While the Tanzanian nurses at Tumbi Hospital have accepted me graciously, they don’t entirely understand why I’m here. They know I am an American nurse-midwife and that I will be staying with them at Tumbi’s Reproductive and Child Health clinic for six months. As an explanatory aid, I have whipped out my “Scope of Work” at various points, but in response to the English words “capacity building” I get only blank stares.
Every morning the nurses scrub the floors in their proper pressed blue dress uniforms and plastic gloves, wipe down the countertops and cabinets, and empty plastic mesh garbage pails into a putrid, fly-swarmed receptacle outside. Aside from working as custodians and well-trained nurses, all of them are also receptionists, lab technicians, medical assistants, and occasionally clinicians.
The hospital’s pressing need for more staff is obvious to even the most unenlightened observer. I stepped onto this scene as a fully qualified nurse. I’m sure that they hope I’ll do more than the other foreign experts who’ve passed through their exam room doors, experts who’ve planned trainings and produced technical reports instead of dirtying their hands with the work of clinical nursing in a developing country. But who am I to judge? I didn’t want to be a nitty-gritty nurse in Tanzania, either.
I offer what I can, which, given my poor Kiswahili-speaking abilities, is limited. I run the rapid Bioline HIV tests, a task both similar to and as simple as performing urine pregnancy tests. My stubby fingers swim in Tumbi’s one-size-does-not-fit-all rubber gloves as I release single drops of blood from capillary pipettes onto benign-looking test sticks. This time the double pink lines which, at my old job at a Connecticut women’s health clinic would have indicated growing embryos, now confirm replicating viruses.
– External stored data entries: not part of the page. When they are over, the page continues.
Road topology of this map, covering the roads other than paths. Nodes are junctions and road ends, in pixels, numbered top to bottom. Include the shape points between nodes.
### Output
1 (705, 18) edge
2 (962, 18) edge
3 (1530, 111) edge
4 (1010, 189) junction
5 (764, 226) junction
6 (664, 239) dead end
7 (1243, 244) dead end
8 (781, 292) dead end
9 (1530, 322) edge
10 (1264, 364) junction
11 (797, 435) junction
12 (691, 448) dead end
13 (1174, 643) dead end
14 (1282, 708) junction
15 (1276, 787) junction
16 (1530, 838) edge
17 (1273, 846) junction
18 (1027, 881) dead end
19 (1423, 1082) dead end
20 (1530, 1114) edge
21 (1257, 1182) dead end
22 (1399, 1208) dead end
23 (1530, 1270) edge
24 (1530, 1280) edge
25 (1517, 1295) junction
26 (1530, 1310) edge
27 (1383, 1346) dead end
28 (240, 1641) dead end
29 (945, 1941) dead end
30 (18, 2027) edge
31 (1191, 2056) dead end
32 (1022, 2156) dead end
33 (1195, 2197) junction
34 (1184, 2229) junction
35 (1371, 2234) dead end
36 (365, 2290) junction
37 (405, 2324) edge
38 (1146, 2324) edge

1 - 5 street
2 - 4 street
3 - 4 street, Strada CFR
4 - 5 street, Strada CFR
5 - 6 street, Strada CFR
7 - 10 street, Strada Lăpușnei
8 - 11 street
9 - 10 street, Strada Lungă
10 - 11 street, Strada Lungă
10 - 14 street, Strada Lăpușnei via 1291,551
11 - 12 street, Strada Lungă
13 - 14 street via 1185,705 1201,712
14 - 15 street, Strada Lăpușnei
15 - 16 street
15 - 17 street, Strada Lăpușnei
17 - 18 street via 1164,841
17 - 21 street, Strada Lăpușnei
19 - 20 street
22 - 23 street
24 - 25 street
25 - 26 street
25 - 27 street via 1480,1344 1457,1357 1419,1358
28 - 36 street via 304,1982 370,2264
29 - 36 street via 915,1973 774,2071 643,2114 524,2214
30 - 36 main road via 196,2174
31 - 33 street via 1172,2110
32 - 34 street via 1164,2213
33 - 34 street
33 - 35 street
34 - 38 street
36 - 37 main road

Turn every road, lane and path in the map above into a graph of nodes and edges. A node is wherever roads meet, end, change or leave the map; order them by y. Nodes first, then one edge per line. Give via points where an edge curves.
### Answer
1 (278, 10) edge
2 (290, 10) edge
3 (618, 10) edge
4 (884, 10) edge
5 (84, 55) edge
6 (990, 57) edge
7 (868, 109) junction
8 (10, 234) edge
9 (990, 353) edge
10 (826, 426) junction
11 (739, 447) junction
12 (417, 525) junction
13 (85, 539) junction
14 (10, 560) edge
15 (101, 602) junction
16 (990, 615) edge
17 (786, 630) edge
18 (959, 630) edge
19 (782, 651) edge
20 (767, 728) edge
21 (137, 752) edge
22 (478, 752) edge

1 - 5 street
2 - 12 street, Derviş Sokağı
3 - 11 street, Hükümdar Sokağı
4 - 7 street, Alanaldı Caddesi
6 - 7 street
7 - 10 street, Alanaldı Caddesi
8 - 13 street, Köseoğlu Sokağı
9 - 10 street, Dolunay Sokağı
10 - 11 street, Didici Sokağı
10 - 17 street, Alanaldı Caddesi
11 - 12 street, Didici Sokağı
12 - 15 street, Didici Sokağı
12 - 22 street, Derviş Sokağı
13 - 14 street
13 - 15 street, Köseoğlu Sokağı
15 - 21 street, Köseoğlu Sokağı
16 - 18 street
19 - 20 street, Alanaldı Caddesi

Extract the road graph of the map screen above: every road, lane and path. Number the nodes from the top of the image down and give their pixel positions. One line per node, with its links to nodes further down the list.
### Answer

Unless they “opt-out”, all pregnant women who attend antenatal clinics are tested for HIV. Although this work is routine for my new nurse colleagues, the management of HIV as familiar to them as the treatment of gynecological infections was to me, positive results pain them. I watch M, a quick and competent nurse in her early thirties, give positive HIV results to healthy-looking young women with out-poking belly buttons. As she gently delivers the news, M’s jaw tightens and the tiny muscles underneath her cheekbones quiver, setting the dozens of braids on each side of her face into vibrating motion.
When I first started, I expected patient meltdowns. I expected wailing and shock. This rarely happens. More often than not, women already know their status, or strongly suspect that they are HIV positive. In most cases, past sexual partners are sick or have died. New partners are generally unaware of the existence of these ailing exes. M advises, with compassion, that these women bring their current partners back to the clinic for testing. I have yet to see a single one of the dozen or so of these positive patients return with a husband or boyfriend in tow. I think I understand why.
Wanting to know if my suspicions were accurate I asked M, “Why don’t the partners come in?” She paused for a moment to reconfigure difficult thoughts into English. “Most of them will not inform their partners. They do not want to explain that they were married before. Sometimes, husbands are cruel. Women are beaten. Women are left with no money.”
Following her response, I pulled a well-worn notebook out of my dusty canvas bag and jotted down the words “lack of partner participation”. This will feature prominently in my initial findings under the heading “Challenges in services provision”.
Although this is a dismal eye-opener for me, it’s old, tired news to these women.